México se suma al grupo de países que habilitan la venta de dispositivos electrónicos que calientan tabaco
La Secretaría de Economía de México habilitó la importación y venta de dispositivos electrónicos que calientan tabaco seco para todo su territorio, levantando así una prohibición que regía para este tipo de productos. Esta decisión se encuentra en línea con una serie de regulaciones que permiten la venta de estos dispositivos en el mundo.
México se suma así a una lista de más de 60 países que en el mundo permiten la comercialización de estas alternativas al cigarrillo, tras habilitar la venta de los considerados Sistemas Alternativos de Consumo de Nicotina (SACN), productos estrictamente de tabaco que funcionan a través de calentar el tabaco en lugar de quemarlo como el cigarrillo tradicional. Las prohibiciones se mantienen para los Sistemas Electrónicos de Administración de Nicotina (SEAN o cigarrillos electrónicos), y los Sistemas Similares sin Nicotina (SSSN que no son productos de tabaco).

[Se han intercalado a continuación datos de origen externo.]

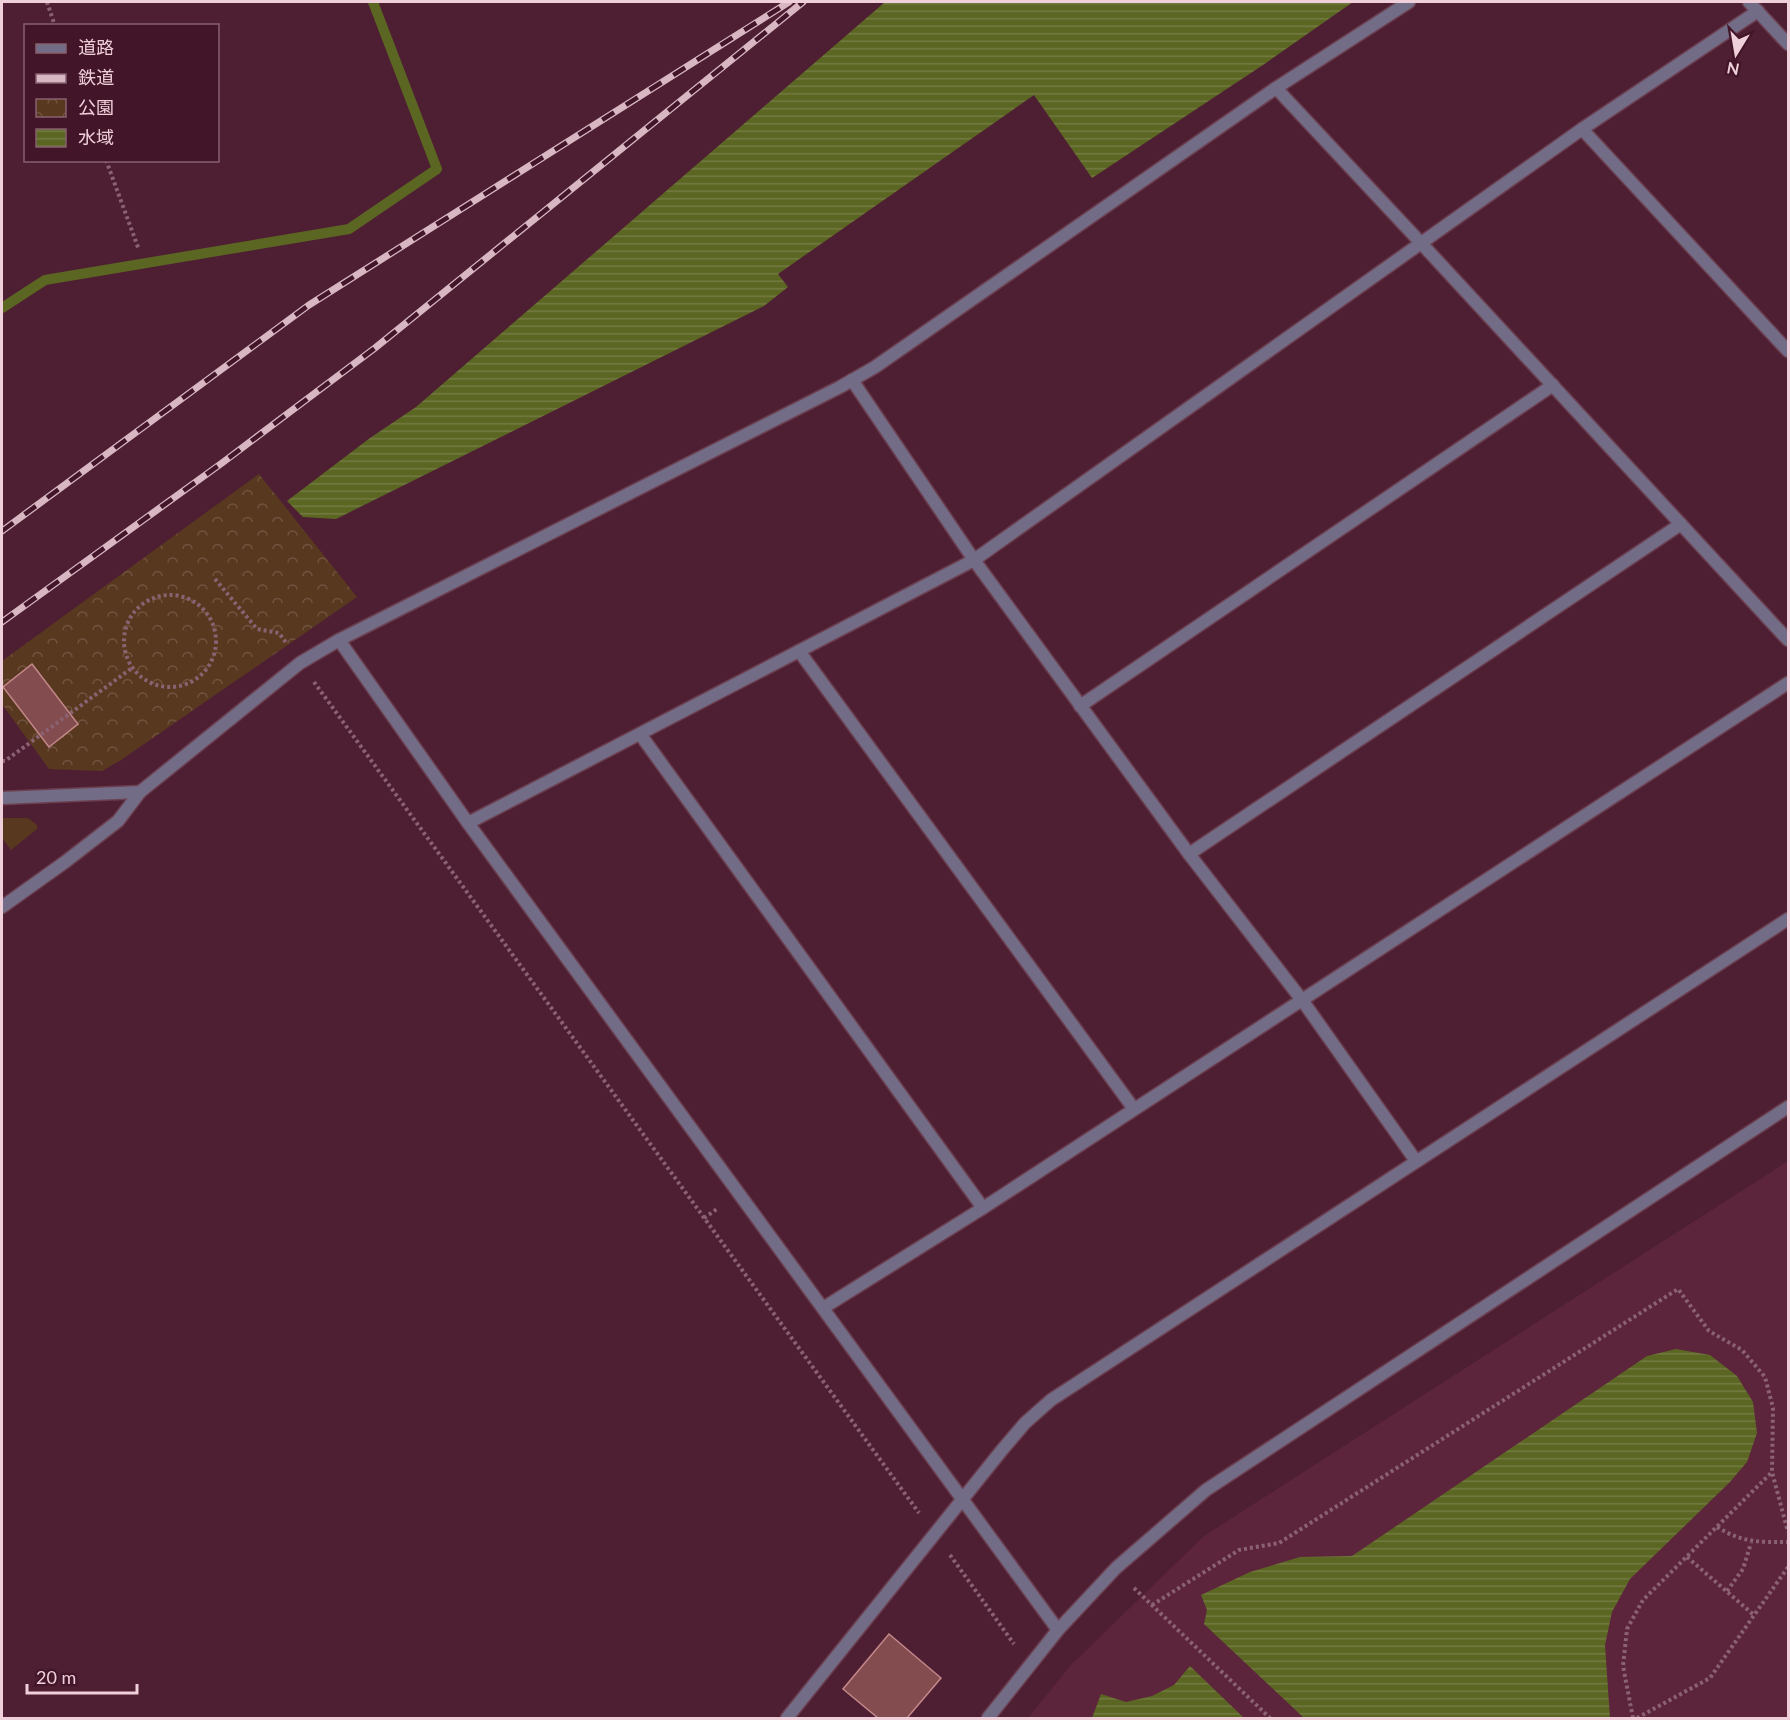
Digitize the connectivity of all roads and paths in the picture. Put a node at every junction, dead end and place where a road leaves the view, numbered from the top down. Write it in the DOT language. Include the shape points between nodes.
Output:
graph roads {
  1 [pos="47,2"];
  2 [pos="1409,2"];
  3 [pos="1754,6"];
  4 [pos="55,24"];
  5 [pos="1788,44"];
  6 [pos="1276,88"];
  7 [pos="1582,129"];
  8 [pos="107,162"];
  9 [pos="1421,243"];
  10 [pos="139,250"];
  11 [pos="1788,351"];
  12 [pos="852,380"];
  13 [pos="1553,385"];
  14 [pos="1681,524"];
  15 [pos="974,560"];
  16 [pos="215,579"];
  17 [pos="339,640"];
  18 [pos="1788,640"];
  19 [pos="799,651"];
  20 [pos="300,663"];
  21 [pos="132,668"];
  22 [pos="1788,683"];
  23 [pos="1080,706"];
  24 [pos="640,734"];
  25 [pos="2,761"];
  26 [pos="140,792"];
  27 [pos="2,798"];
  28 [pos="468,824"];
  29 [pos="1189,854"];
  30 [pos="2,907"];
  31 [pos="1788,919"];
  32 [pos="1302,1000"];
  33 [pos="1788,1107"];
  34 [pos="1134,1109"];
  35 [pos="1416,1161"];
  36 [pos="983,1208"];
  37 [pos="717,1209"];
  38 [pos="704,1218"];
  39 [pos="823,1308"];
  40 [pos="1772,1472"];
  41 [pos="962,1499"];
  42 [pos="1717,1527"];
  43 [pos="1788,1532"];
  44 [pos="934,1534"];
  45 [pos="1751,1542"];
  46 [pos="1788,1542"];
  47 [pos="1687,1557"];
  48 [pos="1788,1567"];
  49 [pos="1141,1580"];
  50 [pos="1134,1588"];
  51 [pos="1726,1591"];
  52 [pos="1128,1595"];
  53 [pos="1152,1605"];
  54 [pos="1755,1616"];
  55 [pos="1058,1630"];
  56 [pos="1037,1657"];
  57 [pos="787,1719"];
  58 [pos="988,1719"];
  59 [pos="1270,1719"];
  60 [pos="1635,1719"];
  1 -- 4 [label="path"];
  2 -- 6 [label="street"];
  3 -- 5 [label="street"];
  3 -- 7 [label="street"];
  6 -- 9 [label="street"];
  6 -- 12 [label="street"];
  7 -- 9 [label="street"];
  7 -- 11 [label="street"];
  8 -- 10 [label="path"];
  9 -- 13 [label="street"];
  9 -- 15 [label="street"];
  12 -- 15 [label="street"];
  12 -- 17 [label="street"];
  13 -- 14 [label="street"];
  13 -- 23 [label="street"];
  14 -- 18 [label="street"];
  14 -- 29 [label="street"];
  15 -- 19 [label="street"];
  15 -- 23 [label="street"];
  16 -- 20 [label="path" via="257,629 279,633"];
  17 -- 20 [label="street"];
  17 -- 28 [label="street"];
  19 -- 24 [label="street"];
  19 -- 34 [label="street"];
  20 -- 26 [label="street"];
  20 -- 38 [label="path"];
  21 -- 21 [label="path" via="123,641 133,614 143,604 170,595 197,604 207,614 216,641 207,669 197,679 184,685 155,685"];
  21 -- 25 [label="path"];
  22 -- 32 [label="street"];
  23 -- 29 [label="street"];
  24 -- 28 [label="street"];
  24 -- 36 [label="street"];
  26 -- 27 [label="street"];
  26 -- 30 [label="street" via="118,821"];
  28 -- 39 [label="street"];
  29 -- 32 [label="street"];
  31 -- 35 [label="street"];
  32 -- 34 [label="street"];
  32 -- 35 [label="street"];
  33 -- 55 [label="street" via="1206,1490 1116,1568"];
  34 -- 36 [label="street"];
  35 -- 41 [label="street" via="1051,1400 1025,1423"];
  36 -- 39 [label="street"];
  37 -- 38 [label="path"];
  38 -- 44 [label="path"];
  39 -- 41 [label="street"];
  40 -- 42 [label="path"];
  40 -- 43 [label="path"];
  40 -- 53 [label="path" via="1773,1408 1764,1377 1743,1350 1709,1331 1678,1289 1279,1543 1239,1550"];
  41 -- 44 [label="street"];
  41 -- 55 [label="street"];
  42 -- 45 [label="path"];
  42 -- 47 [label="path"];
  44 -- 56 [label="path" via="1015,1644"];
  44 -- 57 [label="street"];
  45 -- 46 [label="path"];
  45 -- 51 [label="path" via="1743,1569"];
  47 -- 51 [label="path"];
  47 -- 60 [label="path" via="1643,1600 1627,1629 1623,1665"];
  48 -- 54 [label="path"];
  49 -- 50 [label="path"];
  50 -- 52 [label="path"];
  50 -- 53 [label="path"];
  51 -- 54 [label="path"];
  53 -- 59 [label="path"];
  54 -- 60 [label="path" via="1710,1678"];
  55 -- 56 [label="street"];
  56 -- 58 [label="street"];
}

En abril de 2019, la Administración de Alimentos y Medicamentos de los Estados Unidos (FDA) había habilitado la venta de un dispositivo que calienta el tabaco en lugar de quemarlo (IQOS, de Philip Morris Internacional), en Estados Unidos. El organismo del país del norte fue inclusive más allá, cuando en julio de 2020 definió a este tipo de productos como productos de riesgo modificado a través de la certificación MRTP.
Adicionalmente, en marzo de 2021 otro país de la región, Uruguay, había levantado la misma prohibición para los dispositivos que calientan tabaco. En su momento, el gobierno uruguayo argumentó la decisión basándose en los avances tecnológicos científicamente probados que permiten avanzar en esta línea.
Según indicó la norma que habilitó la comercialización de dispositivos electrónicos que calientan tabaco "existen dispositivos electrónicos para la administración de nicotina que emplean una tecnología mediante la cual se calienta tabaco seco, respecto de los que existen datos científicos que indican que los mismos resultan en una menor exposición de los usuarios a las sustancias tóxicas asociadas al consumo tradicional de tabaco". Asimismo, indicaban que estos productos "cuentan con una validación científica suficiente para justificar su exclusión en la prohibición (de comercialización)".
Estos productos son alternativas a los cigarrillos convencionales. Si bien contienen nicotina, según diferentes estudios, reducen hasta 95% las toxinas en comparación con los cigarrillos tradicionales porque no generan combustión, por lo que resultan en mejores opciones para los fumadores.